The rest of the bits are reserved for synchronisation etc.
So it seems not possible to send 32 bit audio at all over USB, AES/EBU or SPDIF, because all are conforming to AES-3.
After having decoded the AES-3 protocol in the DIR (Digital audio Interface Receiver) , data can be converted into I2S, which has a separate BCK, LRCK and Data and can handle up to 32 bits data.
So it seems that when you don't have a direct I2S connection to DAC, which requires three wires, without any USB or whatever converter in between, that you have to conform to the 24 bits max that AES-3 can transmit.


I must say, this is a complex and slippery road, because if true, the ratio of using 32 bit audio files would become questionable.

Hans
 
This is what Bob Katz, a famous recording engineer has to say on the subject:

I won't say I am an absolute expert on dithering, but I am known as an "authority". Clearly, the longer the wordlength is that you truncate to, the less the potential difference between dithering and truncation. For example, the processing in Pro Tools HD is 48 bits fixed point. This can be either dithered to 24 bits using one mixing module or truncated to 24 bits using another. The sonic differences between the two are very subtle, but the dithered mixer wins. There are some crazies out there who prefer the truncated mixer, I say, just as a disclaimer.

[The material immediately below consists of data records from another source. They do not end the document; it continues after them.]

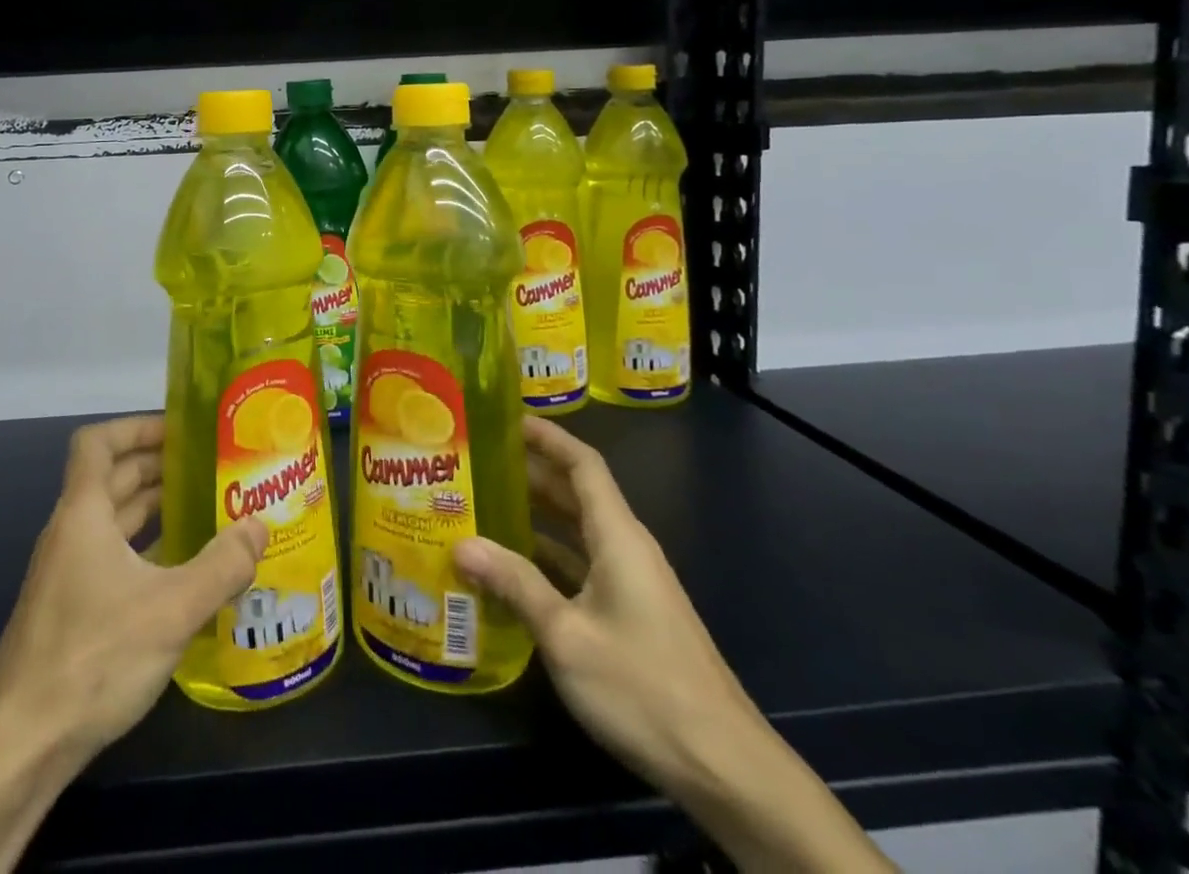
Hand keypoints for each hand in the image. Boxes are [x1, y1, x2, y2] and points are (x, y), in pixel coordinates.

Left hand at [0, 415, 266, 873]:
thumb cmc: (92, 658)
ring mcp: (66, 572)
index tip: (180, 430)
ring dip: (152, 507)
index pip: (97, 442)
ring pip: (112, 519)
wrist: (19, 747)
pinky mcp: (70, 609)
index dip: (136, 427)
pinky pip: (111, 556)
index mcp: (83, 513)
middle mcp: (70, 532)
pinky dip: (144, 547)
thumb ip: (221, 565)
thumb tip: (259, 526)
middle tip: (208, 467)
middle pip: (111, 478)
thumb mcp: (171, 610)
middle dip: (157, 465)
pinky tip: (179, 570)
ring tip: (203, 508)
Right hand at [451, 418, 894, 873]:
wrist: (727, 769)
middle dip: (530, 472)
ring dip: (536, 515)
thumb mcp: (567, 635)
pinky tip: (512, 569)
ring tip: (484, 505)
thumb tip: (461, 543)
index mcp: (618, 537)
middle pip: (577, 493)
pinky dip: (548, 556)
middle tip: (477, 462)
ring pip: (577, 531)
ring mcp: (632, 584)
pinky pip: (582, 566)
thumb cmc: (643, 687)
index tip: (506, 418)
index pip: (583, 464)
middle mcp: (627, 549)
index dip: (548, 436)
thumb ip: (515, 583)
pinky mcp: (631, 615)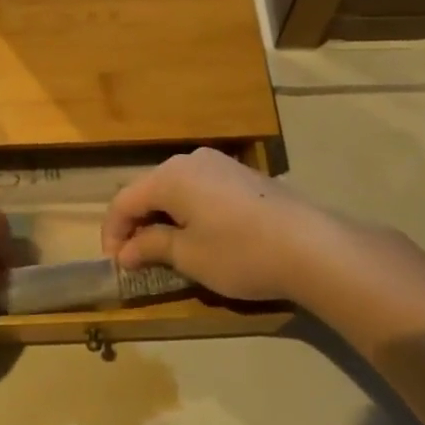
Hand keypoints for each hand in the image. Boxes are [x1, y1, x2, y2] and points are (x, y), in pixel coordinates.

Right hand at [101, 147, 338, 302]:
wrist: (312, 246)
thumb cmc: (240, 252)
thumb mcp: (189, 256)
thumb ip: (151, 247)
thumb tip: (126, 252)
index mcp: (169, 176)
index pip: (124, 201)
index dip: (113, 232)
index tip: (114, 264)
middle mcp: (190, 160)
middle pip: (149, 190)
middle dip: (137, 223)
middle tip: (134, 258)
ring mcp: (219, 163)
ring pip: (175, 188)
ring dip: (163, 217)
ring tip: (164, 249)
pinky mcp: (242, 174)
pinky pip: (200, 188)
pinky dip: (188, 210)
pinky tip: (197, 235)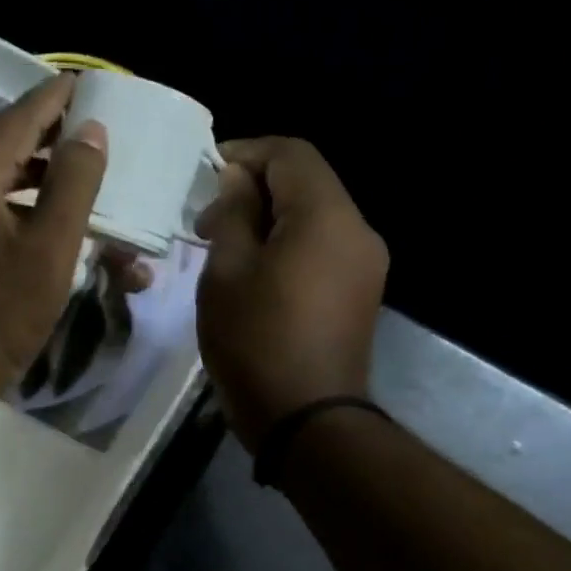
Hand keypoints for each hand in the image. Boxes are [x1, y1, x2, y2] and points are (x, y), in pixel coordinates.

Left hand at [0, 74, 108, 409]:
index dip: (55, 98)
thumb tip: (90, 131)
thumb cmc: (4, 310)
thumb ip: (74, 181)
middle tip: (84, 123)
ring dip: (30, 163)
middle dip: (43, 128)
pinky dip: (12, 191)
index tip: (86, 83)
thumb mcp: (52, 246)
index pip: (17, 117)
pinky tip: (40, 204)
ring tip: (71, 162)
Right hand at [196, 137, 388, 449]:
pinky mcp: (360, 292)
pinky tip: (254, 272)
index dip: (246, 152)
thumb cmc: (256, 341)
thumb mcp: (227, 272)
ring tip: (225, 248)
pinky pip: (322, 247)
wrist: (306, 418)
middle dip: (254, 189)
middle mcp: (358, 230)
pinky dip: (288, 244)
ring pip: (314, 217)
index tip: (206, 172)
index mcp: (326, 216)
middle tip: (207, 220)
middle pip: (307, 183)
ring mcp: (365, 263)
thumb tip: (238, 178)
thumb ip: (234, 213)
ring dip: (269, 218)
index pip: (291, 154)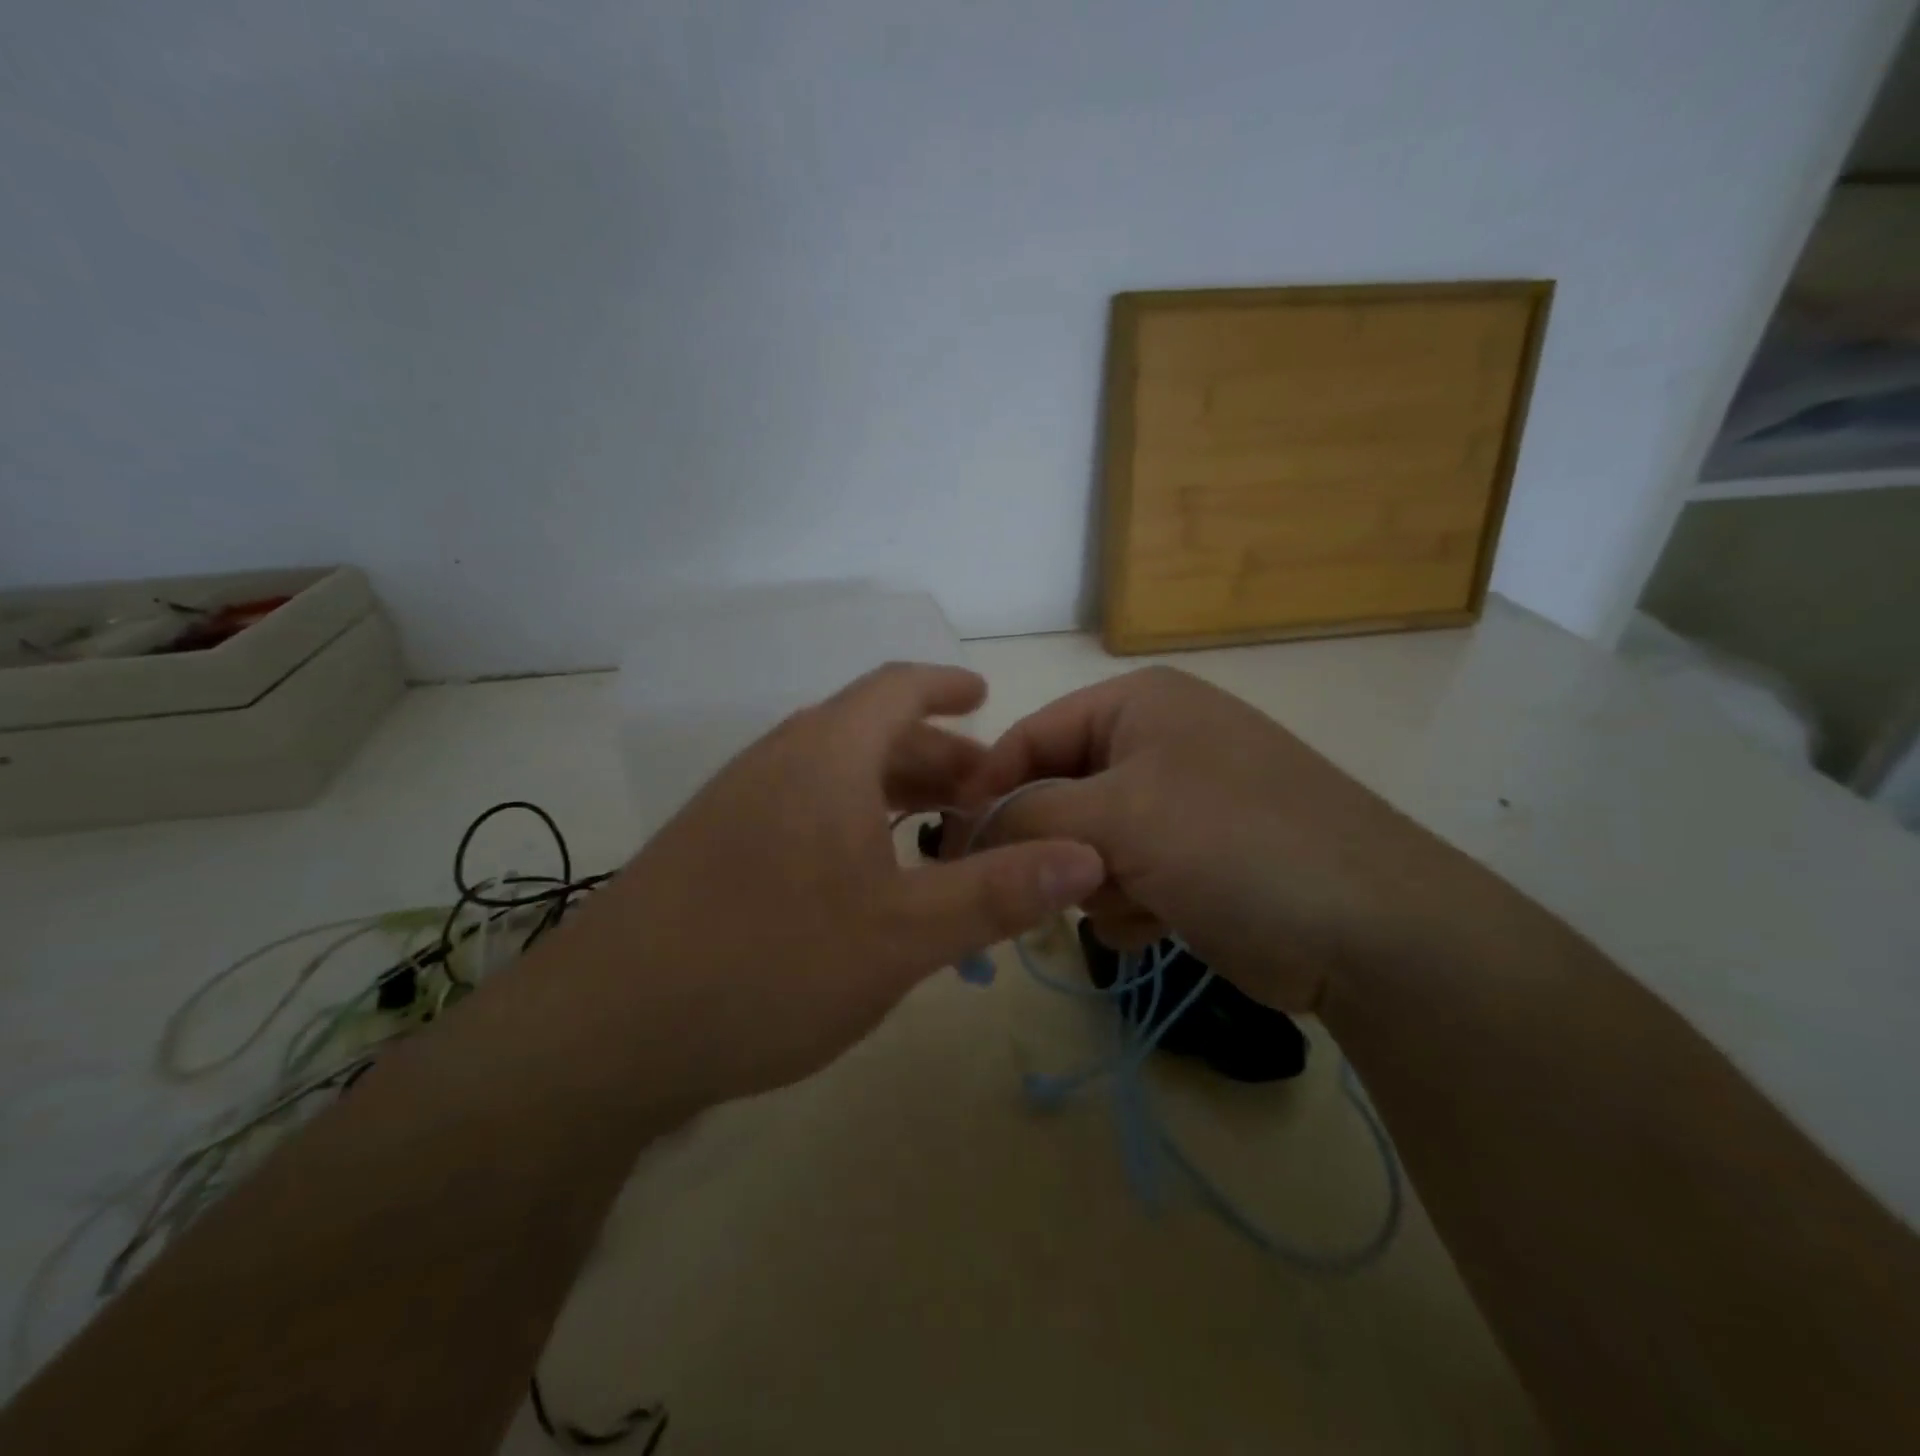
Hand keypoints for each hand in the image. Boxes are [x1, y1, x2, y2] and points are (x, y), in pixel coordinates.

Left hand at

Also, keep in mind that the noise of dither is usually inaudible, but the artifacts of not dithering (distortion, loss of depth, loss of soundstage and loss of warmth) are audible. It's also a matter of ear-training. Most people are first trained to recognize timbre, but soundstage depth and dimension, far more subtle quantitles, are what are lost first when truncation is performed instead of dithering.

Next, keep in mind that it doesn't matter if it's a 64-bit engine or a 24-bit engine if it isn't doing any calculation, that is, if there are no filters, EQ, convolution or volume control in the chain. It will take in up to 24-bit information and put it out. But if there is calculation, then all the low-level information in the source is EXPANDED downward into the low level bits of the resulting wordlength, with each little bit being 6 dB less significant. At some point, truncation versus dithering becomes an inaudible difference. But as long as JRiver has a 64-bit engine, then why not generate 64-bits worth of dither information with the amplitude set to 24-bit, and truncate at 24 and not worry where it's safe to cut off.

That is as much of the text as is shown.